Installation on a local computer

To install this repository and all its dependencies. We recommend installing Anaconda.

  • Clone the repository.
git clone --depth 1 https://github.com/MunskyGroup/FISH_Processing.git
  • To create a virtual environment, navigate to the location of the requirements file, and use:
 conda create -n FISH_processing python=3.10 -y
 source activate FISH_processing
  • To install pytorch for GPU usage in Cellpose (Optional step). Only for Linux and Windows users check the specific version for your computer on this link :
 conda install pytorch cudatoolkit=10.2 -c pytorch -y
  • To install pytorch for CPU usage in Cellpose (Optional step). Only for Mac users check the specific version for your computer on this link :
 conda install pytorch -c pytorch
  • To include the rest of the requirements use:
 pip install -r requirements.txt

Installation on the Keck-Cluster (Rocky Linux 8)

The following instructions are intended to use the codes on the Keck Cluster.

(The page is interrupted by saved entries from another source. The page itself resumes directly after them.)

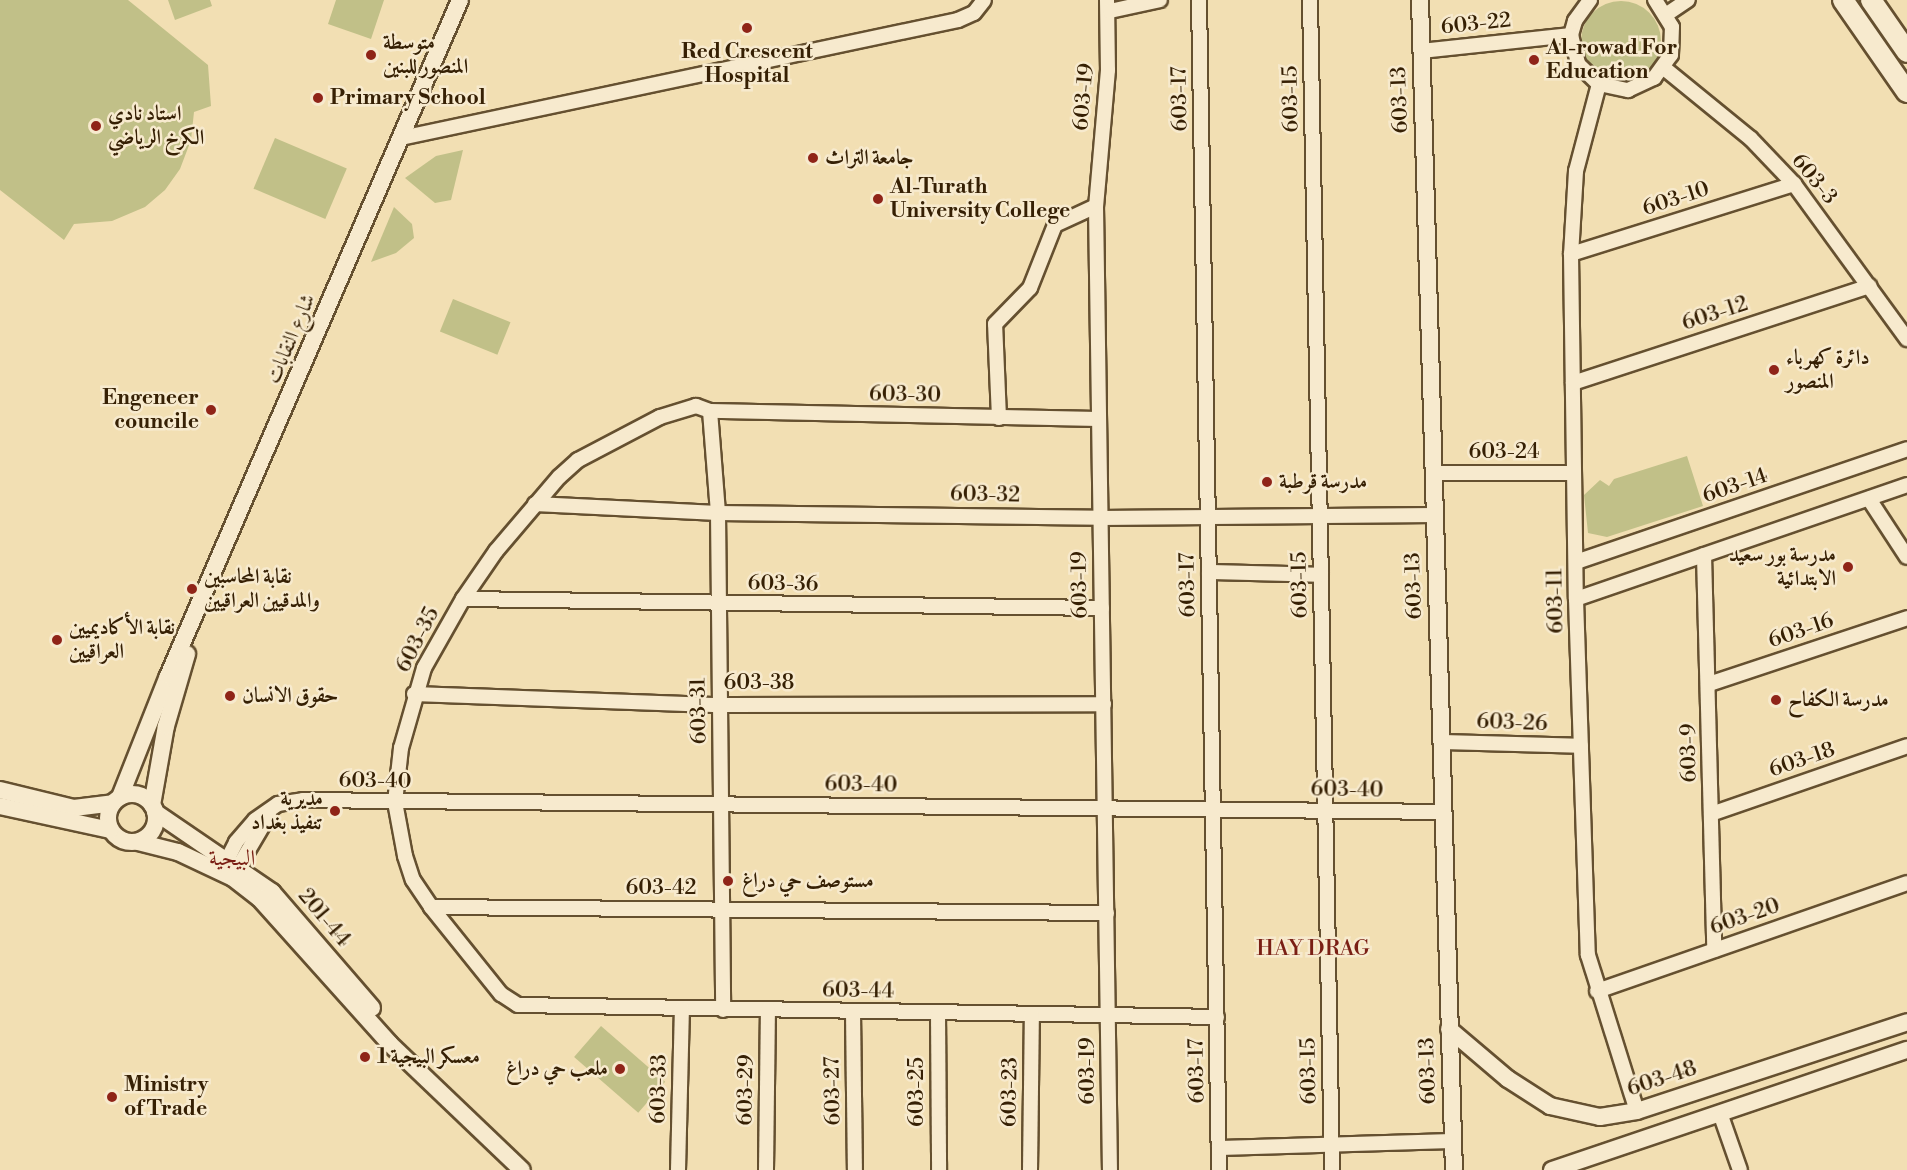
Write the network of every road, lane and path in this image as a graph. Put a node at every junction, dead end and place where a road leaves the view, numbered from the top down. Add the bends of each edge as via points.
1 (448, 0) edge
2 (460, 0) edge
3 (984, 0) edge
4 (1160, 0) edge
5 (1199, 0) edge
6 (1310, 0) edge
7 (1420, 0) edge
8 (1590, 0) edge
9 (1655, 0) edge
10 (1688, 0) edge
11 (1843, 0) edge
12 (1871, 0) edge
13 (1108, 5) edge
14 (1667, 14) junction
15 (1571, 35) junction
16 (1421, 51) junction
17 (1907, 52) edge
18 (1664, 68) junction
19 (1599, 84) junction
20 (1907, 92) edge
21 (401, 138) junction
22 (1794, 184) junction
23 (1096, 206) junction
24 (1571, 254) junction
25 (1870, 286) junction
26 (1907, 337) edge
27 (1573, 382) junction
28 (710, 411) junction
29 (999, 418) junction
30 (1098, 419) junction
31 (1907, 449) edge
32 (1434, 473) junction
33 (1574, 473) junction
34 (1907, 486) edge
35 (1869, 499) junction
36 (535, 504) junction
37 (718, 513) junction
38 (1435, 515) junction
39 (1320, 516) junction
40 (1208, 517) junction
41 (1100, 518) junction
42 (1704, 555) junction
43 (1907, 557) edge
44 (222, 559) junction
45 (1576, 562) junction
46 (1209, 572) junction
47 (1321, 575) junction
48 (463, 599) junction
49 (1576, 599) junction
50 (719, 604) junction
51 (1102, 608) junction
52 (1907, 618) edge
53 (1709, 684) junction
54 (414, 693) junction
55 (1104, 704) junction
56 (720, 705) junction
57 (1441, 742) junction
58 (1581, 746) junction
59 (1907, 746) edge
60 (0, 790) edge
61 (116, 800) junction
62 (395, 802) junction
63 (721, 805) junction
64 (0, 806) edge
65 (153, 808) junction
66 (1106, 809) junction
67 (1213, 810) junction
68 (1325, 811) junction
69 (1443, 812) junction
70 (1711, 814) junction
71 (110, 830) junction
72 (138, 842) junction
73 (229, 869) junction
74 (1907, 883) edge
75 (431, 907) junction
76 (722, 909) junction
77 (1107, 913) junction
78 (1714, 950) junction
79 (1597, 991) junction
80 (501, 994) joint
81 (681, 1009) junction
82 (723, 1010) junction
83 (768, 1010) junction
84 (853, 1012) junction
85 (938, 1013) junction
86 (1032, 1014) junction
87 (1109, 1016) junction
88 (1217, 1017) junction
89 (1907, 1022) edge
90 (1449, 1029) junction
91 (1907, 1050) edge
92 (1671, 1100) junction
93 (1637, 1112) junction
94 (1720, 1113) junction
95 (1680, 1127) junction
96 (1453, 1141) junction
97 (1331, 1145) junction
98 (1219, 1148) junction
99 (522, 1170) edge
100 (678, 1170) edge
101 (766, 1170) edge
102 (855, 1170) edge
103 (939, 1170) edge
104 (1030, 1170) edge
105 (1110, 1170) edge
106 (1220, 1170) edge
107 (1332, 1170) edge
108 (1454, 1170) edge
109 (1552, 1170) edge
110 (1740, 1170) edge

1 - 21 street, شارع النقابات via 399,124
2 - 21 street, شارع النقابات
3 - 21 street via 974,13 958,20
4 - 13 street
5 - 40 street, 603-17
6 - 39 street, 603-15
7 - 16 street, 603-13
8 - 15 street via 1575,21
9 - 14 street
10 - 14 street
11 - 20 main road
12 - 17 main road
13 - 23 street, 603-19
14 - 18 street via 1673,41
15 - 16 street, 603-22
15 - 19 street via 1578,64
16 - 32 street, 603-13
18 - 19 street via 1654,78 1628,90
18 - 22 street, 603-3 via 1751,140
19 - 24 street, 603-11 via 1576,171
21 - 44 street, شارع النقابات
22 - 24 street, 603-10
22 - 25 street, 603-3
23 - 29 street via 1055,225 1030,288 995,324
23 - 30 street, 603-19
24 - 27 street, 603-11
25 - 26 street, 603-3
25 - 27 street, 603-12
27 - 33 street, 603-11
28 - 29 street, 603-30
28 - 36 street, 603-35 via 696,406 681,409 621,436 578,460
28 - 37 street, 603-31
29 - 30 street, 603-30
30 - 41 street, 603-19
31 - 45 street, 603-14
32 - 33 street, 603-24
32 - 38 street, 603-13
33 - 45 street, 603-11
34 - 35 street
35 - 42 street
35 - 43 street
36 - 37 street, 603-32
36 - 48 street, 603-35
37 - 41 street, 603-32
37 - 50 street, 603-31
38 - 39 street, 603-32
38 - 57 street, 603-13
39 - 40 street, 603-32
39 - 47 street, 603-15
40 - 41 street, 603-32
40 - 46 street, 603-17
41 - 51 street, 603-19
42 - 49 street
42 - 53 street, 603-9
44 - 61 street, شارع النقابات
44 - 65 street, شارع النقابات via 166,726
45 - 49 street, 603-11
46 - 47 street
46 - 67 street, 603-17
47 - 68 street, 603-15
48 - 50 street, 603-36
48 - 54 street, 603-35
49 - 58 street, 603-11
50 - 51 street, 603-36
50 - 56 street, 603-31
51 - 55 street, 603-19
52 - 53 street, 603-16
53 - 70 street, 603-9
54 - 56 street, 603-38
54 - 62 street, 603-35 via 401,748
55 - 56 street, 603-38
55 - 66 street, 603-19
56 - 63 street, 603-31
57 - 58 street, 603-26
57 - 69 street, 603-13
58 - 79 street, 603-11 via 1588,955
59 - 70 street, 603-18
60 - 61 street via 74,808
61 - 65 street via 135,794
61 - 71 street via 107,816
62 - 63 street, 603-40
62 - 73 street, 603-40 via 303,800 278,804
62 - 75 street, 603-35 via 408,867
63 - 66 street, 603-40
63 - 76 street, 603-31
64 - 71 street
65 - 72 street via 153,831
65 - 73 street, 201-44
66 - 67 street, 603-40
66 - 77 street, 603-19
67 - 68 street, 603-40
67 - 88 street, 603-17
68 - 69 street, 603-40
68 - 97 street, 603-15
69 - 90 street, 603-13
70 - 78 street, 603-9
71 - 72 street via 121,840
72 - 73 street, 201-44
73 - 99 street, 201-44 via 278,899 434,1082
74 - 78 street, 603-20
75 - 76 street, 603-42
75 - 80 street, 603-35
76 - 77 street, 603-42
76 - 82 street, 603-31
77 - 87 street, 603-19
78 - 79 street, 603-20
79 - 93 street, 603-11
80 - 81 street, 603-44 via 518,1005 530,1006
81 - 82 street, 603-44
81 - 100 street, 603-33
82 - 83 street, 603-44
83 - 84 street, 603-44
83 - 101 street, 603-29
84 - 85 street, 603-44
84 - 102 street, 603-27
85 - 86 street, 603-44
85 - 103 street, 603-25
86 - 87 street, 603-44
86 - 104 street, 603-23
87 - 88 street, 603-44
87 - 105 street, 603-19
88 - 98 street, 603-17
89 - 92 street, 603-48
90 - 93 street, 603-48 via 1508,1079 1550,1106 1599,1117
90 - 96 street, 603-13
91 - 94 street
92 - 93 street, 603-48
92 - 95 street
94 - 95 street
94 - 110 street
95 - 109 street
96 - 97 street
96 - 108 street, 603-13
97 - 98 street
97 - 107 street, 603-15
98 - 106 street, 603-17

  • Clone the repository to the cluster.
git clone --depth 1 https://github.com/MunskyGroup/FISH_Processing.git
  • Move to the directory
cd FISH_Processing 
  • Create an environment from this YAML file.
conda env create -f FISH_env.yml

Using this repository

Most codes are accessible as notebook scripts or executables.

To use the codes locally with an interactive environment, use the notebooks folder

  • To process images use the notebook FISH pipeline

  • After processing the images use the notebook FISH pipeline to analyze multiple datasets

Executable codes are located in cluster folder

  • A Bash script is used to execute a python script containing the image processing pipeline. Please adapt these scripts to your specific configuration and target folders.

Miscellaneous instructions:

To login to the NAS, it is needed to provide a configuration YAML file with the format:

    user:
        username: user_name
        password: user_password
        remote_address : remote_ip_address
        domain: remote_domain

Creating an environment file (YAML) use:

conda env export > FISH_env.yml

Additional steps to deactivate or remove the environment from the computer:

  • To deactivate the environment, use
 conda deactivate
  • To remove the environment use:
 conda env remove -n FISH_processing

To create the documentation use the following modules.

pip install sphinx
pip install sphinx_rtd_theme
pip install Pygments

Licenses for dependencies

Please check this file with the licenses for BIG-FISH, Cellpose, and PySMB.

Citation

If you use this repository, make sure to cite BIG-FISH and Cellpose:

  • Big-FISH: Imbert, Arthur, et al. "FISH-quant v2: a scalable and modular tool for smFISH image analysis." RNA (2022): rna-079073.

  • Cellpose: Stringer, Carsen, et al. "Cellpose: a generalist algorithm for cellular segmentation." Nature Methods 18.1 (2021): 100-106.